▶ GOAL OF THE EXERCISE
Find all the lines in the material below with the word "edges", and copy them.

# # #

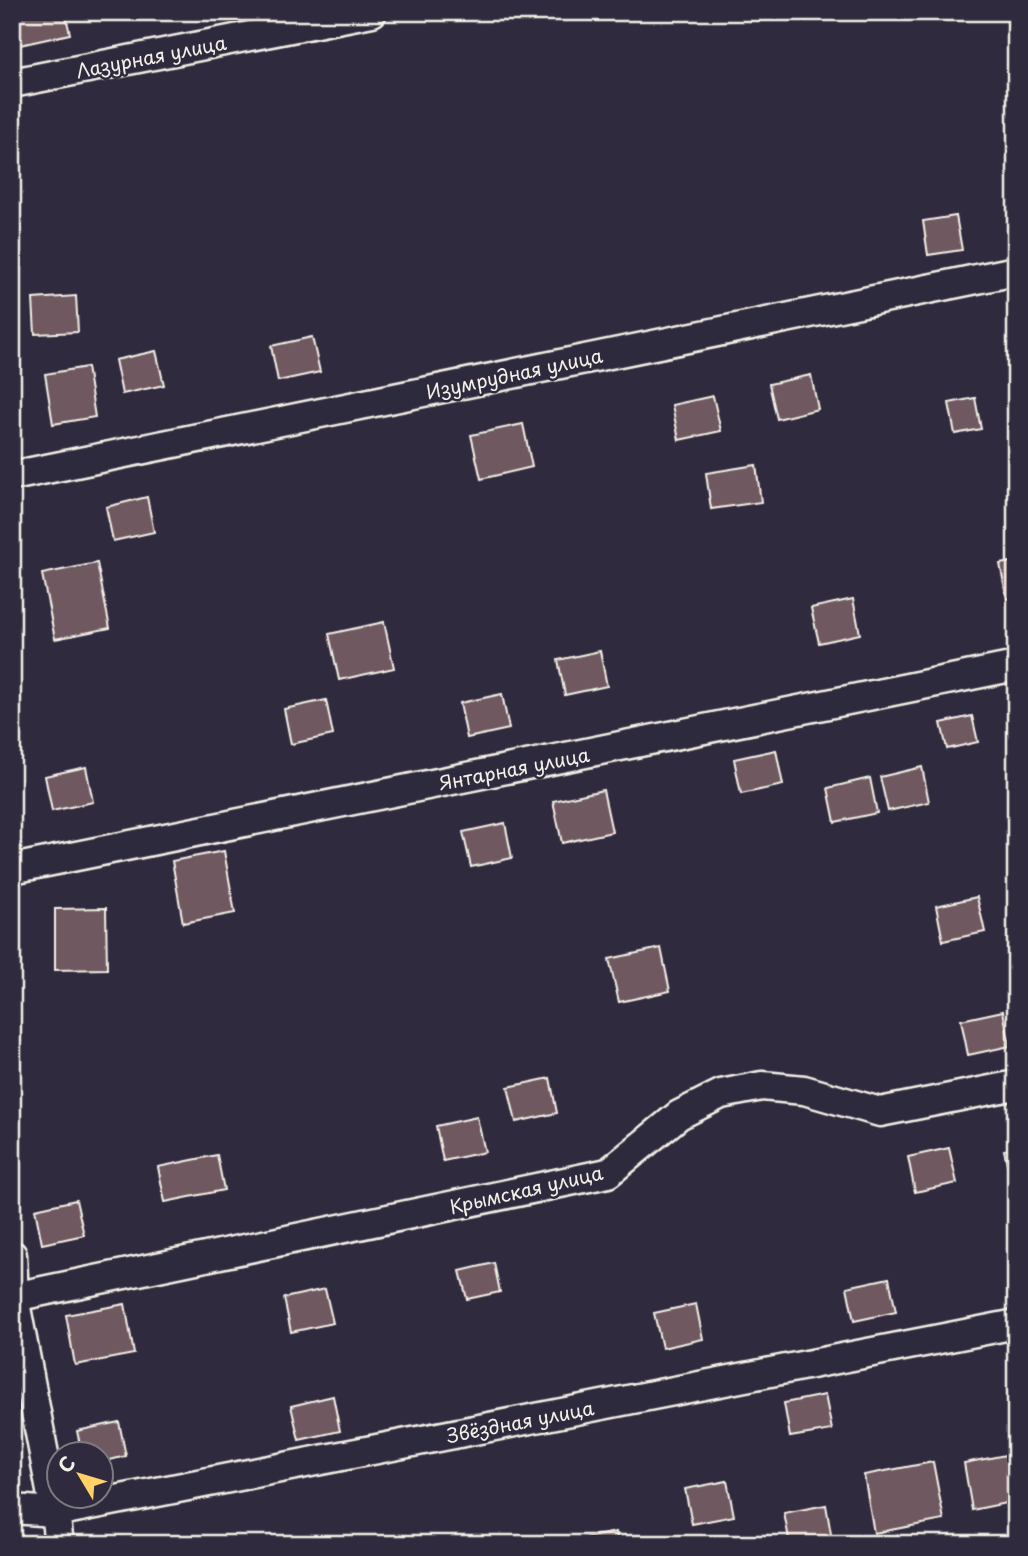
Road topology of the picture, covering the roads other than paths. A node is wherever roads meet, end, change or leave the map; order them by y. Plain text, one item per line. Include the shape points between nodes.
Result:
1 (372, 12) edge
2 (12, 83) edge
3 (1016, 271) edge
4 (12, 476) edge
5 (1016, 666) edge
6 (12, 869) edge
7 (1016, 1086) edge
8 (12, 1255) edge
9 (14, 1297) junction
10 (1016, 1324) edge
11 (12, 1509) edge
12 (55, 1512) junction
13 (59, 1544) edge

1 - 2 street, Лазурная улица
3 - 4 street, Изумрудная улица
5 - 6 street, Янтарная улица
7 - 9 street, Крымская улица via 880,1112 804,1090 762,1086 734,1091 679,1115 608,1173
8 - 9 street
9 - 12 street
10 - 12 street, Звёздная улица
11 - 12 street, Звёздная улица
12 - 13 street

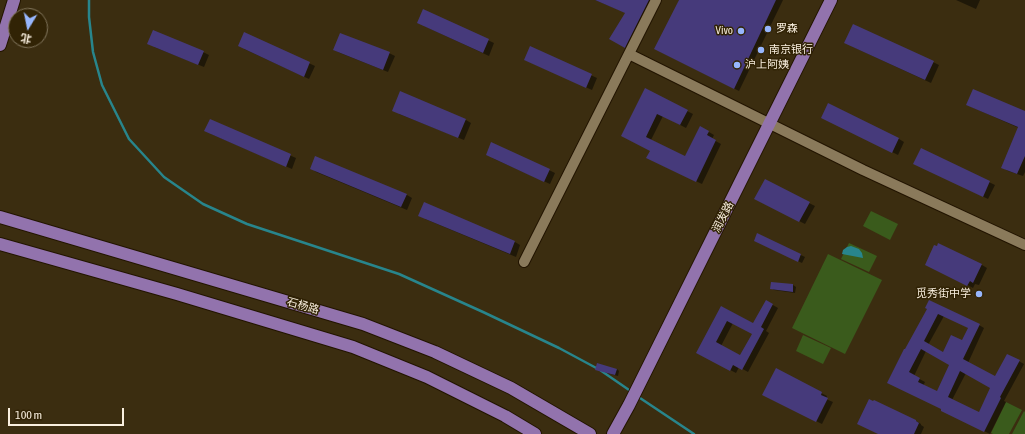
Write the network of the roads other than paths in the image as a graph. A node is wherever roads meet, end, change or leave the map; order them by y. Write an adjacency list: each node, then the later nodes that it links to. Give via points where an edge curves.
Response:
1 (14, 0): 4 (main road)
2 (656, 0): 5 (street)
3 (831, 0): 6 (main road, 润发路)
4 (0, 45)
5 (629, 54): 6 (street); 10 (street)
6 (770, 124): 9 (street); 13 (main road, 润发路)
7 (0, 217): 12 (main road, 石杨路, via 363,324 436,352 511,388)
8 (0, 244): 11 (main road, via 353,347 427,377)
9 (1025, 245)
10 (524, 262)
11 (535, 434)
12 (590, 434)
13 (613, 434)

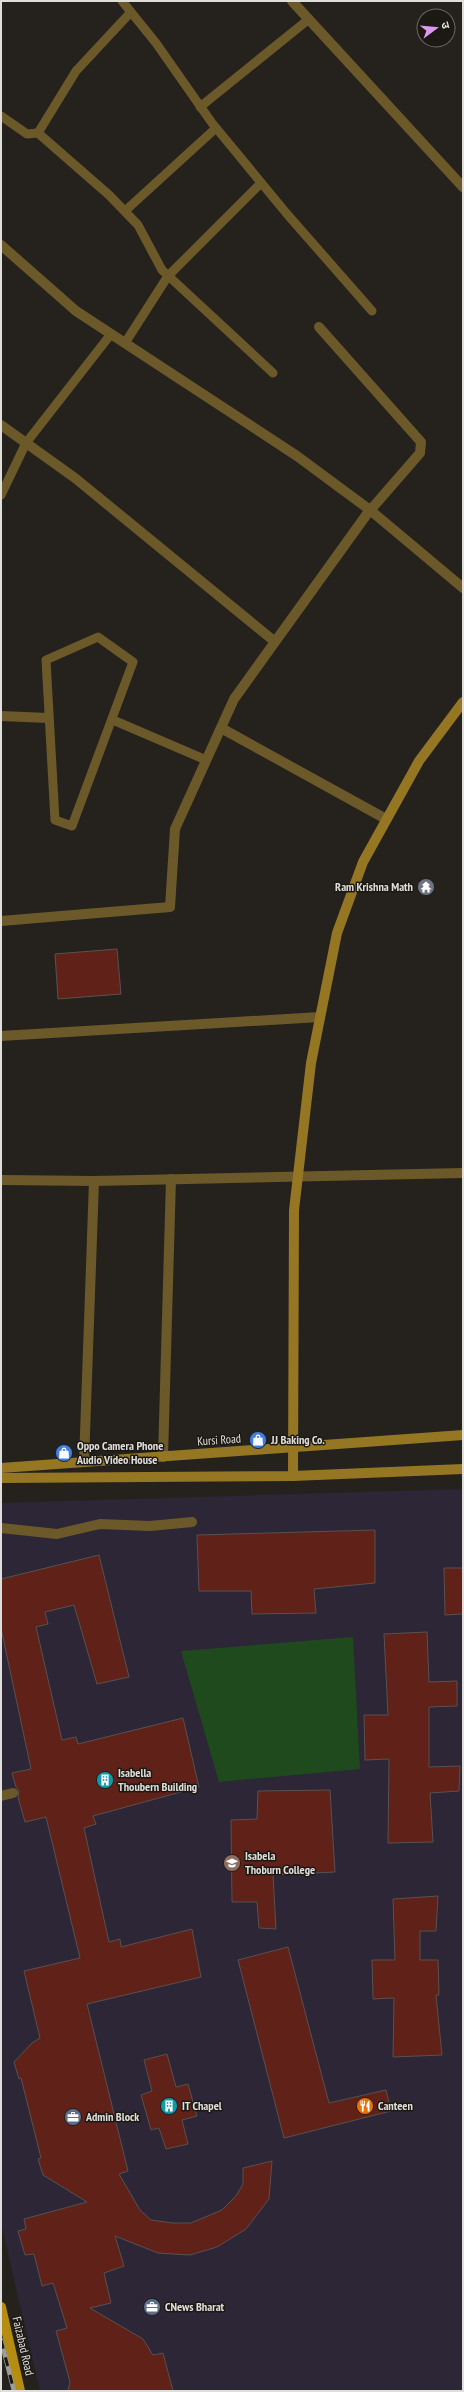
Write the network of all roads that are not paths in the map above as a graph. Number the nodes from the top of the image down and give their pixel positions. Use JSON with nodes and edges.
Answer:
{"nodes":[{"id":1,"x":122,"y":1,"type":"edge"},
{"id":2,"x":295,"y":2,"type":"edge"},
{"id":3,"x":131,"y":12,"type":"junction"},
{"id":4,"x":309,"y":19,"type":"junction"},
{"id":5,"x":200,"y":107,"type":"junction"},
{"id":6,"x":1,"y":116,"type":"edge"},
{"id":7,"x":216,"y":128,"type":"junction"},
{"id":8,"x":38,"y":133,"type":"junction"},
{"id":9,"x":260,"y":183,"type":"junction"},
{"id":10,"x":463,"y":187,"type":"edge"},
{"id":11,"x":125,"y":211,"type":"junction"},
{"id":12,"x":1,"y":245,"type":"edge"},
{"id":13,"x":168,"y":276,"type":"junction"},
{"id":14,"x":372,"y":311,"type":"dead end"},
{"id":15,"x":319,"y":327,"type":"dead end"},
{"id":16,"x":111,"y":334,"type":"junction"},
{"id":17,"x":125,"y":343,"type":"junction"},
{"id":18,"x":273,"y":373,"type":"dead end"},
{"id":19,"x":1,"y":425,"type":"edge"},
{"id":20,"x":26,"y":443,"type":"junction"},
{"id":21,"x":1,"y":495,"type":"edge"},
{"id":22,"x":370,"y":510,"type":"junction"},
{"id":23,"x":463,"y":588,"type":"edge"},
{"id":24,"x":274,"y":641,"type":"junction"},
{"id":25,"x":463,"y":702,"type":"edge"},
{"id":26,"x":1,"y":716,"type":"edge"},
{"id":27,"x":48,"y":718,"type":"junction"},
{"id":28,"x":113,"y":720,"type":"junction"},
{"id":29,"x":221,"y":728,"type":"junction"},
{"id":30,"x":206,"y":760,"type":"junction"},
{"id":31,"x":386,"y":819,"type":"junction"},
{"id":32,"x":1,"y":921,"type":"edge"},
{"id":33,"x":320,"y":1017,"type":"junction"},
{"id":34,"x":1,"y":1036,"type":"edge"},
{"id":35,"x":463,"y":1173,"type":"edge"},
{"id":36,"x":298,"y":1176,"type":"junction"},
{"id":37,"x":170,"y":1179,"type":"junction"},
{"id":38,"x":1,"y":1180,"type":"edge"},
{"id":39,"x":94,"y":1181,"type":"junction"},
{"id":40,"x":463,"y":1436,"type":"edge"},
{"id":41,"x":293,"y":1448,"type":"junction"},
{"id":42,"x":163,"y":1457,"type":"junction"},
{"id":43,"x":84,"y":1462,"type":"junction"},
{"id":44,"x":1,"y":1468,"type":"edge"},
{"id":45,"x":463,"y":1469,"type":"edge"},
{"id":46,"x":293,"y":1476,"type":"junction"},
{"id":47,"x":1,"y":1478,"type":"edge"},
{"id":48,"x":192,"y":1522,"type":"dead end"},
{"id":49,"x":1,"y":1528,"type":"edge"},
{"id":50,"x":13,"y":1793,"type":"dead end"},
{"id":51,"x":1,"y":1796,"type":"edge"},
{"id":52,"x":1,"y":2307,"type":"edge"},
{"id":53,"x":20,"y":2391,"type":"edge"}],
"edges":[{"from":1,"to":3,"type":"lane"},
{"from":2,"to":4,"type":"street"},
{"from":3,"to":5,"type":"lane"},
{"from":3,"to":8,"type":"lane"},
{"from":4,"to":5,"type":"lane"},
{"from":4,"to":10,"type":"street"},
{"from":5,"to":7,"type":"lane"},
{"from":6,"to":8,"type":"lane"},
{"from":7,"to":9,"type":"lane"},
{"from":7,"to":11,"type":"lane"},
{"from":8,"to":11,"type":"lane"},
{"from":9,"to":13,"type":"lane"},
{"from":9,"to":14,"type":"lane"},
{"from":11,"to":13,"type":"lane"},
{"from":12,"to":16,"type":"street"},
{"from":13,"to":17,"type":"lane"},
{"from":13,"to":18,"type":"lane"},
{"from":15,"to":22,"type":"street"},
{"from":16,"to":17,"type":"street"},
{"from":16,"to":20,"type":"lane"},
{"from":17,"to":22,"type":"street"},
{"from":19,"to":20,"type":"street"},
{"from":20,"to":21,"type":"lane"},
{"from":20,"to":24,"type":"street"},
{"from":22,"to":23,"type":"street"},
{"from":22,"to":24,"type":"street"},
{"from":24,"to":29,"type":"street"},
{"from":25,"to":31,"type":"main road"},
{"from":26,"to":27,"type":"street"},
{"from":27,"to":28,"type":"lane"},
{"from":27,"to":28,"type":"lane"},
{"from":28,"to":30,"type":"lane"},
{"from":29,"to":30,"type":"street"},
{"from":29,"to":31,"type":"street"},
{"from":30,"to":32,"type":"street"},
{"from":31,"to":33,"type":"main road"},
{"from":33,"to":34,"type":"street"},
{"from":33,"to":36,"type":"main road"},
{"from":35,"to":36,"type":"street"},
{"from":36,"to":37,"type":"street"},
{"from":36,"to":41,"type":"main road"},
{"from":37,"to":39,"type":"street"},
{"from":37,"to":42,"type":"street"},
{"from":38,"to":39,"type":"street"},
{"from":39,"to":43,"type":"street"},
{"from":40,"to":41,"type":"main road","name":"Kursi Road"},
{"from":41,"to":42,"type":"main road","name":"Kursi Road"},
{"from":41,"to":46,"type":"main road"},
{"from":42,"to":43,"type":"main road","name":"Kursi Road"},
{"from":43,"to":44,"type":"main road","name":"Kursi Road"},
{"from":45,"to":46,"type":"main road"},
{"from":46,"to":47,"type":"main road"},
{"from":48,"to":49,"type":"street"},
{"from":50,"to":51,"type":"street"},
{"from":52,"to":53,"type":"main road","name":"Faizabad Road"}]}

# # #

▶ ANSWER TO THIS EXERCISE
Write the network of all roads that are not paths in the map above as a graph. Number the nodes from the top of the image down and give their pixel positions. Use JSON with nodes and edges.
"edges":[{"from":1,"to":3,"type":"lane"},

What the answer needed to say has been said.